At work I’ve used Edeliver and Distillery, but my coworkers and I are in the process of moving our fleet of Elixir apps over to Docker and Kubernetes. We’re roughly 1/2 done.


#18

It seems like people either love or hate Kubernetes. I had the exact opposite conversation with two different people at EMPEX this month. One was how they were migrating to Kubernetes and the other was migrating off. The more I went around and asked people what they thought there was no middle ground.


#19

If you’re deploying to a single Droplet, I’m fairly certain that adding Docker is going to be more pain than gain*. I do not recommend using Docker for that situation unless you want to do it just for the learning process. And even if the learning process is important, I would still recommend getting the OTP release (Distillery) process learned without Docker first. OTP releases are complex and error-prone enough as it is.

Some folks listed some benefits that Docker may provide you, but again I wouldn’t reach for Docker until it’s clear you need those benefits.

*One thing Docker might be overall beneficial for you is if you use it to build your OTP release locally. You have to build your OTP release on the same OS distribution and version (e.g. Ubuntu 16.04) that the production machine is running. Docker gives you the ability to build your release locally in that OS distribution environment without having to manage a virtual machine. You would use the Docker container to run mix release and write the files of the release to your local file system. Then those files can be tarred up, uploaded to your production Droplet, and deployed.

I suspect what someone said to you about not being able to run mix commands was actually about OTP releases, not Docker. One feature of OTP releases is that the production machine doesn’t need to have Elixir (or Erlang) installed on it. The Erlang runtime is included in the release. When you use mix on your development machine, it’s a system utility that is associated with your system Elixir. On your production machine running an OTP release, Elixir and mix aren’t there. But, just because you’re doing an OTP release doesn’t mean you can’t install Elixir and mix on the production machine yourself. You can do that. Just watch out for diverging Elixir versions.

It wasn’t until the host of ElixirTalk was telling me about how Docker slows their app to perform more efficiently and it made me wonder what everyone else was doing. Before I was using Distillery with edeliver on a DO droplet.
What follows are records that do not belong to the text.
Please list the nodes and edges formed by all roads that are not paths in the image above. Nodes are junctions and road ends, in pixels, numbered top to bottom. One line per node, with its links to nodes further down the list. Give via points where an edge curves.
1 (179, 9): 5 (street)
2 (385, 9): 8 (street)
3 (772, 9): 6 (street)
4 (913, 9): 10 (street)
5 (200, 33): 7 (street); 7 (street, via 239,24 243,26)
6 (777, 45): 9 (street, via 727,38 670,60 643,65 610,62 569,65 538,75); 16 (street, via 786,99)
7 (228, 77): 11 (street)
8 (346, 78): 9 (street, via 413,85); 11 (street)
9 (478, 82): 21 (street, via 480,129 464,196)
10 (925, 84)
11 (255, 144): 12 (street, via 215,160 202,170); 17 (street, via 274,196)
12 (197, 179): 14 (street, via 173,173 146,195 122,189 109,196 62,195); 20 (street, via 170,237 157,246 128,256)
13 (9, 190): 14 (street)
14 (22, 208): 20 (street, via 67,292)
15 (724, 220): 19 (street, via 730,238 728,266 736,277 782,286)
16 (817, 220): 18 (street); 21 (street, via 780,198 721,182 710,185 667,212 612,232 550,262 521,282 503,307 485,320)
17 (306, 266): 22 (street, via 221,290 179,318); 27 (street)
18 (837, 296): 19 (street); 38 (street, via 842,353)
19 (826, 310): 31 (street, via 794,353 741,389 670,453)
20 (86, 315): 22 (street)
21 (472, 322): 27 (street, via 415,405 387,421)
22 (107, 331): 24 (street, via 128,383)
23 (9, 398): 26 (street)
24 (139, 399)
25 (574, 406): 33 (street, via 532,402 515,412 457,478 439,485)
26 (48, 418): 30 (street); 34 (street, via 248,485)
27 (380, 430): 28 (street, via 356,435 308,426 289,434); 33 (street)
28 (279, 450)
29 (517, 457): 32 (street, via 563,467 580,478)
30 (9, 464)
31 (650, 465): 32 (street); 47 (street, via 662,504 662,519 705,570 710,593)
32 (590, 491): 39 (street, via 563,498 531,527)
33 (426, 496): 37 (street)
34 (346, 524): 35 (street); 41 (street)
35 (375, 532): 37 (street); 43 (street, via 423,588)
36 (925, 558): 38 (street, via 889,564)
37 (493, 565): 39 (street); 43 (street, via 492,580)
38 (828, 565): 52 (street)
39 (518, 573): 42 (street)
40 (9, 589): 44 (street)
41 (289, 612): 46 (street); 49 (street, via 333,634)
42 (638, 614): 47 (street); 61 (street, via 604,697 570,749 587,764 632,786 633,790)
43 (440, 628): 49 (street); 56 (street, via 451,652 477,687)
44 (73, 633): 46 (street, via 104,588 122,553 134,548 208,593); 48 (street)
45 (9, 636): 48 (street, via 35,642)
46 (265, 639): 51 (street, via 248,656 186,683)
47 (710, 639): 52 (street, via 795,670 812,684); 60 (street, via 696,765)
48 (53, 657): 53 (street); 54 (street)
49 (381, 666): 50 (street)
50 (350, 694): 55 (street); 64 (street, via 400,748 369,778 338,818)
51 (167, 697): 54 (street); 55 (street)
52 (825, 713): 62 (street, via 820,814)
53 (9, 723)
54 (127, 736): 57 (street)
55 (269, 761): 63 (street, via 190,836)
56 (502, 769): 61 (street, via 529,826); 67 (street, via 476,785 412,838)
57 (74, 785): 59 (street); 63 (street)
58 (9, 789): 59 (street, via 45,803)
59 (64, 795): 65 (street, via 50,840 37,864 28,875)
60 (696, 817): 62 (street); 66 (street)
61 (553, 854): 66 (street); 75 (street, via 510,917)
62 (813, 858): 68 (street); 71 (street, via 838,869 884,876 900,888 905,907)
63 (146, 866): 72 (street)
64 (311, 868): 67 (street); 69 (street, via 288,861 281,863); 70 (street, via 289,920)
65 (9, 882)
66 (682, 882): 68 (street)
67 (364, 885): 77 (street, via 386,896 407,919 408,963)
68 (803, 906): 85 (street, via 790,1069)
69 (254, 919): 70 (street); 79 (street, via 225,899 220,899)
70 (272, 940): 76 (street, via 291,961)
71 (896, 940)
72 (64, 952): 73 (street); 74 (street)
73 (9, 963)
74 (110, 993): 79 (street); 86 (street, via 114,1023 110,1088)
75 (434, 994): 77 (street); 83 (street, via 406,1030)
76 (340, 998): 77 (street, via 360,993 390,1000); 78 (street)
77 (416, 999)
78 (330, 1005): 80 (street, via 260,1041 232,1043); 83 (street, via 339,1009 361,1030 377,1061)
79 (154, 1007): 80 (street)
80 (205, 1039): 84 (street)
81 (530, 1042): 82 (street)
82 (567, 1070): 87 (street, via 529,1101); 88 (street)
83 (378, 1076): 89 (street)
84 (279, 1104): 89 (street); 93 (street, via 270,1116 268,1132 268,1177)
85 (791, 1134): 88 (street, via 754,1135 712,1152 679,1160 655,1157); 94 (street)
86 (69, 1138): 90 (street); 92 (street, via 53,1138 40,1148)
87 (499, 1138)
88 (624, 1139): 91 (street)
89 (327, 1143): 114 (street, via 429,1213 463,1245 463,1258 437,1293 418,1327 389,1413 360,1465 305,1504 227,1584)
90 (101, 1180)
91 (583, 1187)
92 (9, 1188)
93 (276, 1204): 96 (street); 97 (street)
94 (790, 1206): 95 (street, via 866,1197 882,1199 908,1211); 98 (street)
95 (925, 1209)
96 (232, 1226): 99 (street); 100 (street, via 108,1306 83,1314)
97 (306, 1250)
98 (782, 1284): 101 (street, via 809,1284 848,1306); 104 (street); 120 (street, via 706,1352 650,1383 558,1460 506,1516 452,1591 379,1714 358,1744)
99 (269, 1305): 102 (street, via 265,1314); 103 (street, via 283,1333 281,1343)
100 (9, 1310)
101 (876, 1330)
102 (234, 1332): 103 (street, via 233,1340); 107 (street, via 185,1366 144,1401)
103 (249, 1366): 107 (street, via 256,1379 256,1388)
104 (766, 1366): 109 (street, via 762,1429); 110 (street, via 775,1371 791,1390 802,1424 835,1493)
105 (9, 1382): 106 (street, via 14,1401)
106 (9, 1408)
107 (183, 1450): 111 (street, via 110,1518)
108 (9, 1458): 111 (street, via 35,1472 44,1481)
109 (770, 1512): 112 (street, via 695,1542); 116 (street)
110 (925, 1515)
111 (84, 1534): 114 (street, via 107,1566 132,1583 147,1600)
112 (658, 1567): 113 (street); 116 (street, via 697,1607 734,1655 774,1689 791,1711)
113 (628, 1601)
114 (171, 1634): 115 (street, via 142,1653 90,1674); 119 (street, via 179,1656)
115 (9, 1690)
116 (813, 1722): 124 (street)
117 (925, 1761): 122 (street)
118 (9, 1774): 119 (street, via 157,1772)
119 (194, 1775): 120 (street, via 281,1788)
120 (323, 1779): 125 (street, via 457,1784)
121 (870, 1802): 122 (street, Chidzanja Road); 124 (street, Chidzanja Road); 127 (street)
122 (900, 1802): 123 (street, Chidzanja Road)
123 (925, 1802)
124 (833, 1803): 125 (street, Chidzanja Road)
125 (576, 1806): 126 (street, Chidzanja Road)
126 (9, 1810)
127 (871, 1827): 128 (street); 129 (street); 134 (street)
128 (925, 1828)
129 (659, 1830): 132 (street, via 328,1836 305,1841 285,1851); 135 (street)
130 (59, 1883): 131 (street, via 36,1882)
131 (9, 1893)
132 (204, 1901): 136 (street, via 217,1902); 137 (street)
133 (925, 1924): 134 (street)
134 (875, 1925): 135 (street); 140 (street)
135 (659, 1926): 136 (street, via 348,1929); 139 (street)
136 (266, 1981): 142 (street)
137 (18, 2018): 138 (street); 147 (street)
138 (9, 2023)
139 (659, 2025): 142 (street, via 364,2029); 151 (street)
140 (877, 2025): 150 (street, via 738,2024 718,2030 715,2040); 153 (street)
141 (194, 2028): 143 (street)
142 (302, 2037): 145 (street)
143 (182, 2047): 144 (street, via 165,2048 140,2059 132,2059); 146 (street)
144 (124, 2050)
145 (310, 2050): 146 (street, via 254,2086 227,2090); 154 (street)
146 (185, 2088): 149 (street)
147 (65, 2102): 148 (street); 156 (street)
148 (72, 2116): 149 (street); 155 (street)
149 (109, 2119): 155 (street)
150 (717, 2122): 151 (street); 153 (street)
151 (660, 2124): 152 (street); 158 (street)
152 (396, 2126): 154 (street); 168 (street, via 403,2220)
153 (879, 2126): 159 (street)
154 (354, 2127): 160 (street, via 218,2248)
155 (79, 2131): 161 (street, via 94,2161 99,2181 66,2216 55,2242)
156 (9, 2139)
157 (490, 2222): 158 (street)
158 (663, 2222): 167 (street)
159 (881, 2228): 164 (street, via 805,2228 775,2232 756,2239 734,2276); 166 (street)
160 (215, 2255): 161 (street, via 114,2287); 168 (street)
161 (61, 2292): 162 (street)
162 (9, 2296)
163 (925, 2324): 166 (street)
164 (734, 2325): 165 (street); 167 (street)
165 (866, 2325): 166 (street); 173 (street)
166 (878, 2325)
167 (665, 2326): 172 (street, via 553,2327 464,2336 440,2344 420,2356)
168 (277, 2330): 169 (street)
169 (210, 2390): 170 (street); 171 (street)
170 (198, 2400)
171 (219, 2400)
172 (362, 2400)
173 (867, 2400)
What they were probably talking about is the situation where you have multiple Docker containers running on a single machine. You can constrain the containers’ resources so that one container doesn’t use more than its fair share of resources.


#20

You always have the option of not including the ERTS with the release, by setting the set include_erts: false in the Distillery config.exs file and simply having Erlang installed on the machine.